▸ WORK REQUIRED
Each line below should be written out again exactly.

[Dataset entries]
§ §
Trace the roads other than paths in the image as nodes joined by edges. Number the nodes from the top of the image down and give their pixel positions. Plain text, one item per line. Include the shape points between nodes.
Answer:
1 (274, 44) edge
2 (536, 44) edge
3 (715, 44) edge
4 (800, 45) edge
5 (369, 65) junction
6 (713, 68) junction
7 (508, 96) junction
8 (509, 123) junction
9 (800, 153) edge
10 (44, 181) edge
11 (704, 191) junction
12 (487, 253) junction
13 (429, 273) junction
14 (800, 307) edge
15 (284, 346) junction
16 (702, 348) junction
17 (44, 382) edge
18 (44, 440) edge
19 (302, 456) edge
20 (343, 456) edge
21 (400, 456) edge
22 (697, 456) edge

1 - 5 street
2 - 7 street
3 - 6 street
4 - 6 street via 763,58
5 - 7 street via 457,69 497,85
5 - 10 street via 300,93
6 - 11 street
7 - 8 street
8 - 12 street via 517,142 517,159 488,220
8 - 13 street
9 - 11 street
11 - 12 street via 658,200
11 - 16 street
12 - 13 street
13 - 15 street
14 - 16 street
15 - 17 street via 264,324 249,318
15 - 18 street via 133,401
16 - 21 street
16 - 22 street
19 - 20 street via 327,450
§ §
▸ REPLY
Trace the roads other than paths in the image as nodes joined by edges. Number the nodes from the top of the image down and give their pixel positions. Plain text, one item per line. Include the shape points between nodes.
Answer:
1 (274, 44) edge
2 (536, 44) edge
3 (715, 44) edge
4 (800, 45) edge
5 (369, 65) junction
6 (713, 68) junction
7 (508, 96) junction
8 (509, 123) junction
9 (800, 153) edge
10 (44, 181) edge
11 (704, 191) junction
12 (487, 253) junction
13 (429, 273) junction
14 (800, 307) edge
15 (284, 346) junction
16 (702, 348) junction
17 (44, 382) edge
18 (44, 440) edge
19 (302, 456) edge
20 (343, 456) edge
21 (400, 456) edge
22 (697, 456) edge

1 - 5 street
2 - 7 street
3 - 6 street
4 - 6 street via 763,58
5 - 7 street via 457,69 497,85
5 - 10 street via 300,93
6 - 11 street
7 - 8 street
8 - 12 street via 517,142 517,159 488,220
8 - 13 street
9 - 11 street
11 - 12 street via 658,200
11 - 16 street
12 - 13 street
13 - 15 street
14 - 16 street
15 - 17 street via 264,324 249,318
15 - 18 street via 133,401
16 - 21 street
16 - 22 street
19 - 20 street via 327,450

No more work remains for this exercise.